Please click here if you want to skip the introductionary blah blah and go directly to list of available UDFs. Or go to project page on sourceforge.net and proceed from there.

Ugly workarounds

Let's assume the following initial situation: you have a MySQL version 4.0 server running and yet no UDFs installed.

Now, try to calculate the median of a column's values with MySQL.

At the moment (that means latest stable MySQL release 4.0.20), the median can be retrieved in MySQL with these workarounds:

Now, try to calculate the median of a column's values with MySQL.
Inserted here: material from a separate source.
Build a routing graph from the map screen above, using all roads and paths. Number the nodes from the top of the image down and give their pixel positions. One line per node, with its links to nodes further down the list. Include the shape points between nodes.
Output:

- count the number of rows in the table with
`SELECT COUNT(*) FROM {table name}`

- if the retrieved number of rows is odd, get the value directly with
`SELECT {column name} FROM {table name} ORDER BY {column name} LIMIT {(total number of rows in table-1)/2},1`

- if the number of rows is even, get the two relevant values from the table with
`SELECT {column name} FROM {table name} ORDER BY {column name} LIMIT {(total number of rows in table-1)/2},2`

add them afterwards and divide the results by 2

Wouldn't this be nice?

The most preferred solution would be to be able to retrieve the median of a column together with other statistical data in a single query, e. g.:

SELECT MIN({column name}) AS min, MAX({column name}) AS max, AVG({column name}) AS avg, STDDEV({column name}) AS stddev, COUNT({column name}) AS count, MEDIAN({column name}) AS median FROM {table name}

Why don't you do so?

In fact, you can. If you've read the MySQL manual, you'll know that you can extend the functionality of your MySQL server by supplying UDFs.

So, the only thing to do is to add a median() function to MySQL via a UDF.
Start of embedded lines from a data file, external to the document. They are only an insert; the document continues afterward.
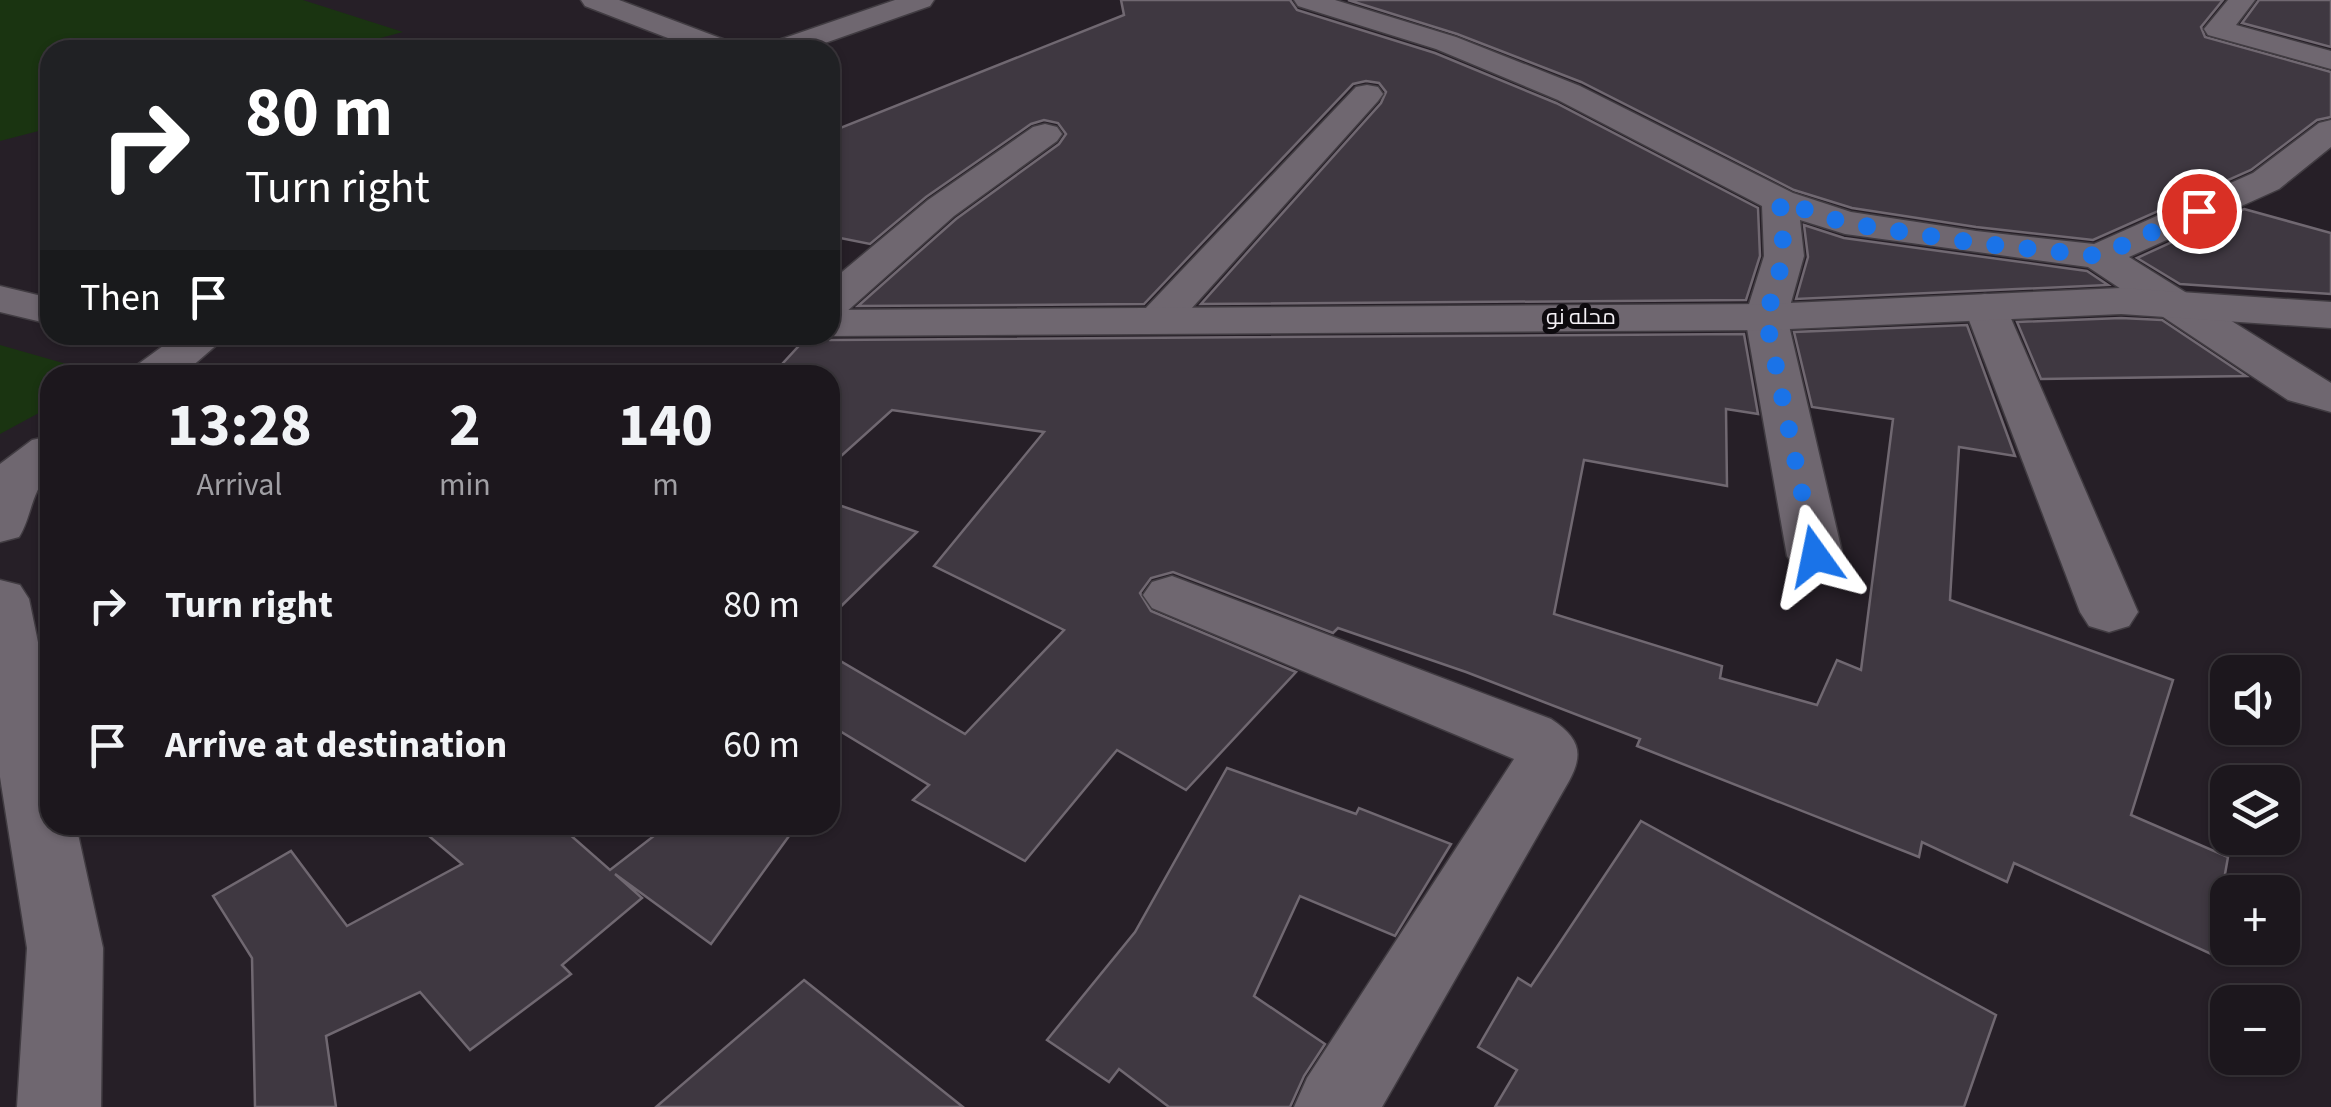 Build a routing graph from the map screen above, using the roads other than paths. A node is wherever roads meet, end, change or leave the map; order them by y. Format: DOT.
graph roads {
  1 [pos="594,0"];
  2 [pos="921,0"];
  3 [pos="1307,0"];
  4 [pos="2242,0"];
  5 [pos="700,40"];
  6 [pos="805,40"];
  7 [pos="2331,60"];
  8 [pos="1367,94"];
  9 [pos="2331,130"];
  10 [pos="1045,134"];
  11 [pos="1780,201"];
  12 [pos="2099,256"];
  13 [pos="840,295"];
  14 [pos="2171,303"];
  15 [pos="1984,307"];
  16 [pos="2331,315"];
  17 [pos="1766,318"];
  18 [pos="1158,320"];
  19 [pos="840,323"];
  20 [pos="192,345"];
  21 [pos="166,365"];
  22 [pos="2331,398"];
  23 [pos="40,459"];
  24 [pos="0,525"];
  25 [pos="1815,556"];
  26 [pos="1172,595"];
  27 [pos="0,599"];
  28 [pos="2110,612"];
  29 [pos="40,814"];
  30 [pos="44,835"];
  31 [pos="60,1107"];
  32 [pos="1336,1107"];
  1 -- 5 [label="street"];
  2 -- 6 [label="street"];
  3 -- 11 [label="street"];
  4 -- 7 [label="street"];
  8 -- 18 [label="street"];
  9 -- 12 [label="street"];
  10 -- 13 [label="street"];
  11 -- 12 [label="street"];
  11 -- 17 [label="street"];
  12 -- 14 [label="street"];
  14 -- 15 [label="street, محله نو"];
  14 -- 16 [label="street, محله نو"];
  14 -- 22 [label="street"];
  15 -- 17 [label="street, محله نو"];
  15 -- 28 [label="street"];
  17 -- 18 [label="street, محله نو"];
  17 -- 25 [label="street"];
  18 -- 19 [label="street, محله نو"];
  20 -- 21 [label="street"];
  23 -- 24 [label="street"];
  26 -- 32 [label="street"];
  27 -- 29 [label="street"];
  30 -- 31 [label="street"];
}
There's a section in the MySQL manual named 23.2 Adding New Functions to MySQL that describes the most important things about UDFs. If you have any problems with UDFs, please look into the manual first.
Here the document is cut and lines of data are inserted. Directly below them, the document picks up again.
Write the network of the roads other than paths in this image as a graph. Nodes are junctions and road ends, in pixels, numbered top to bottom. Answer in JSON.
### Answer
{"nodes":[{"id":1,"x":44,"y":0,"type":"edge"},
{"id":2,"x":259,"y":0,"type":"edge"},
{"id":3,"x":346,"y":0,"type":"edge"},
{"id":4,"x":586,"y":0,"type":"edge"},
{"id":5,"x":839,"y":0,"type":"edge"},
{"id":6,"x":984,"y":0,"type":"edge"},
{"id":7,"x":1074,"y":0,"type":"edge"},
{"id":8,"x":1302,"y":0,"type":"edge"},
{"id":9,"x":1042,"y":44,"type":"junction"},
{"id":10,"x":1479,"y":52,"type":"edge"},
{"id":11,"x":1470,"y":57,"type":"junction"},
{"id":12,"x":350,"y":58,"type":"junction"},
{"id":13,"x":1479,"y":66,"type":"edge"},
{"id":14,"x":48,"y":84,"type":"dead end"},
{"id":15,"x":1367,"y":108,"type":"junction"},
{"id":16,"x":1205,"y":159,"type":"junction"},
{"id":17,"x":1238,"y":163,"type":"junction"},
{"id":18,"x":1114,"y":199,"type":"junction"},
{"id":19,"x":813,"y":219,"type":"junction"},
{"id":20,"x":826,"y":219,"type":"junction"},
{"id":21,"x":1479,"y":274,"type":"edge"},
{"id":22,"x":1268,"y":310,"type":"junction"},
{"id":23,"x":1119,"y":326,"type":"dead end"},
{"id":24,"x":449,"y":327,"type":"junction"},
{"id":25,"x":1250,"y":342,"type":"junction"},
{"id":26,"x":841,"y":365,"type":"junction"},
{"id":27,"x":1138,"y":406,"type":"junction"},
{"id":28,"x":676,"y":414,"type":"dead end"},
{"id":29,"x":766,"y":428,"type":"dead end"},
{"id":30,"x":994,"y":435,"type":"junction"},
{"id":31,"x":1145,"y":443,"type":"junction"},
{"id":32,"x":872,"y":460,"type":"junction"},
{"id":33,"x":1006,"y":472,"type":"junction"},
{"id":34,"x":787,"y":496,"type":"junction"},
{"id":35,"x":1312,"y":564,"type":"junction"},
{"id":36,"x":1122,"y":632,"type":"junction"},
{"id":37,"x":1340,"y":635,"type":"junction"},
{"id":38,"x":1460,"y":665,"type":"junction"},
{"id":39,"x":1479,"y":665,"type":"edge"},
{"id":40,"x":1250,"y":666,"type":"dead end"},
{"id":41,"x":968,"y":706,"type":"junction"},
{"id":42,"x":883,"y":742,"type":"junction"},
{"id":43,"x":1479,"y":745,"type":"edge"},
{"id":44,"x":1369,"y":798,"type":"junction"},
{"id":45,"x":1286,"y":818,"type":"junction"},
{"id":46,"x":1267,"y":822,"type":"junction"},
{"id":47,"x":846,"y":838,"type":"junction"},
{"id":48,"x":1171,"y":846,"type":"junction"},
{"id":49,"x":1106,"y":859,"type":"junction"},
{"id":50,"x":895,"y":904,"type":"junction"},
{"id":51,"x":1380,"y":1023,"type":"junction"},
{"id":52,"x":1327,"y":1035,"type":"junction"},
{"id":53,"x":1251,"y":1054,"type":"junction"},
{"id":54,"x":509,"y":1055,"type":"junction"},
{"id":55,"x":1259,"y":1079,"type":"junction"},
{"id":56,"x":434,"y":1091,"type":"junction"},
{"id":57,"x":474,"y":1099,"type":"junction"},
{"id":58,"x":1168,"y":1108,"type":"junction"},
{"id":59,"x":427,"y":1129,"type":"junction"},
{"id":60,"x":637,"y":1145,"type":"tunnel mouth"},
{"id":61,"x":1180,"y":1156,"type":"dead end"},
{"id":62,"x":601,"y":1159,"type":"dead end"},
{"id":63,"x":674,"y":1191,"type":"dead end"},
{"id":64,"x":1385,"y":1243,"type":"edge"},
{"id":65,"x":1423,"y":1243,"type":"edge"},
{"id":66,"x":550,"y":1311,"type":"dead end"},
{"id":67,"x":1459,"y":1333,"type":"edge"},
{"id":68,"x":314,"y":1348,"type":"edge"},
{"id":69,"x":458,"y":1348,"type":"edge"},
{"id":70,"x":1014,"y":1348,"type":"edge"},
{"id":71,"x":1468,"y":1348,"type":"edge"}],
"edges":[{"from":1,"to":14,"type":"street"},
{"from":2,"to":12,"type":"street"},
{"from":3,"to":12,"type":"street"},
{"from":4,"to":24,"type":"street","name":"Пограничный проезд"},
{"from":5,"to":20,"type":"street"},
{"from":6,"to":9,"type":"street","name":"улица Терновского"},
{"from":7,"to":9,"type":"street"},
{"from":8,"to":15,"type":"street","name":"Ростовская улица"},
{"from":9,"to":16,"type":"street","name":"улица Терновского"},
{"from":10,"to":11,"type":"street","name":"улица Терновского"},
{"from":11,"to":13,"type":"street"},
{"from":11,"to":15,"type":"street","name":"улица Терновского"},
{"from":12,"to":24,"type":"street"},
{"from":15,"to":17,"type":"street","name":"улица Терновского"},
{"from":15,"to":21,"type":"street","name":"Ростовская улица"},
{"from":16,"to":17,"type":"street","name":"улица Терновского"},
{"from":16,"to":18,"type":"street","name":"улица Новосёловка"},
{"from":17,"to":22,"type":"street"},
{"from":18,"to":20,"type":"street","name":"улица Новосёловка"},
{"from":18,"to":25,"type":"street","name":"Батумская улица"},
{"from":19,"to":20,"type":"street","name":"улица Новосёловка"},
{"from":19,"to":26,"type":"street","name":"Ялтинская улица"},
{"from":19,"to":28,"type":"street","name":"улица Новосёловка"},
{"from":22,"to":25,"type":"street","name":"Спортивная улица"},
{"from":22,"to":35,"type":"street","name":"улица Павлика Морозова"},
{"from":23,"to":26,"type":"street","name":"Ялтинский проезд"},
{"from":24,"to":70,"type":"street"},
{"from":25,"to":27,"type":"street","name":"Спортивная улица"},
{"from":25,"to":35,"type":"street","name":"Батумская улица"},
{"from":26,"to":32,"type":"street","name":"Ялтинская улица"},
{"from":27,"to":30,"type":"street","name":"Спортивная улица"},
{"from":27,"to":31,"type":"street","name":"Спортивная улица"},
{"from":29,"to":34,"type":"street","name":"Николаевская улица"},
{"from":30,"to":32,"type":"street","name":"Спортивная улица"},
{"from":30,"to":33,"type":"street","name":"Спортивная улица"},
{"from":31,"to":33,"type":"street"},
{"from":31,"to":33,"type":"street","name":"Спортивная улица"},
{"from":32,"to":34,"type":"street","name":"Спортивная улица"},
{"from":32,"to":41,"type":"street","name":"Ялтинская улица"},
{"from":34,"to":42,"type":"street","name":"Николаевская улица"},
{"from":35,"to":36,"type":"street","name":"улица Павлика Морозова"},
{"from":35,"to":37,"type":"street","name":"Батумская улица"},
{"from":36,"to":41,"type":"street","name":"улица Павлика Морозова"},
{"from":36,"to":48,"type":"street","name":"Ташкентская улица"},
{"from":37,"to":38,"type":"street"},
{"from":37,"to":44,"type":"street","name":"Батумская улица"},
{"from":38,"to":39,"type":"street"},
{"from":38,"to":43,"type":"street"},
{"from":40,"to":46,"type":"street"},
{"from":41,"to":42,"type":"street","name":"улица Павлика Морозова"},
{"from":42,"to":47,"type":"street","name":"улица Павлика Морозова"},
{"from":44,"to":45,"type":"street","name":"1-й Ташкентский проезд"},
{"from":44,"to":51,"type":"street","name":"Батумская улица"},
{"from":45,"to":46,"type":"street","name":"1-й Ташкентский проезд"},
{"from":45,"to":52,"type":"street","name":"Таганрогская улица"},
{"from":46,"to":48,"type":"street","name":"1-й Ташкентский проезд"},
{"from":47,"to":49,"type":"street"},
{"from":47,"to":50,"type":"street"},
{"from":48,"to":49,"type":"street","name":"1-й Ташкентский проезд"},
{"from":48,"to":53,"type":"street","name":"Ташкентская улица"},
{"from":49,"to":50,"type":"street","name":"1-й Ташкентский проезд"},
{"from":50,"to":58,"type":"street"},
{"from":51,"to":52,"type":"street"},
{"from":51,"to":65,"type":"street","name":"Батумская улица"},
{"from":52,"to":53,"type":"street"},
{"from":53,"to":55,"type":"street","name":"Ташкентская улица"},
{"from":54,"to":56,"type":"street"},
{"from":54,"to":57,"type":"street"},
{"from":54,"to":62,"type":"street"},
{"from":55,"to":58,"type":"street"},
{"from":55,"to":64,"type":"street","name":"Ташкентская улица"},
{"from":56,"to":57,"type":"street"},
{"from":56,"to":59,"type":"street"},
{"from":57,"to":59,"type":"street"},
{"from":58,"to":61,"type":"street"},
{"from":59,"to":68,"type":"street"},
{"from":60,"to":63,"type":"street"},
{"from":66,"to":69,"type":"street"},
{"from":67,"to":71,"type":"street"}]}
Briefly described, you can write a C module that conforms with the MySQL UDF interface. If you issue a query using a custom function in MySQL, your C module will be used. First, you have to implement some kind of data type checking in your module, so that it ensures your function is called with the right data types (e. g. no STRING instead of a REAL).

After the input data passed your initial checking, a specific function in your module will called by MySQL for each row. In this function, you can do whatever you want with the input data (e. g. adding, sorting, concatenating). After that, you just write back the result. By the way, you can write aggregate and non-aggregate UDFs.

What do you have to do?

There are only a few steps you have to follow (all examples given are for the median UDF; of course you have to adjust all paths to your specific situation):

- download the UDF's source code
- compile the UDF as a shared object (I assume you have gcc)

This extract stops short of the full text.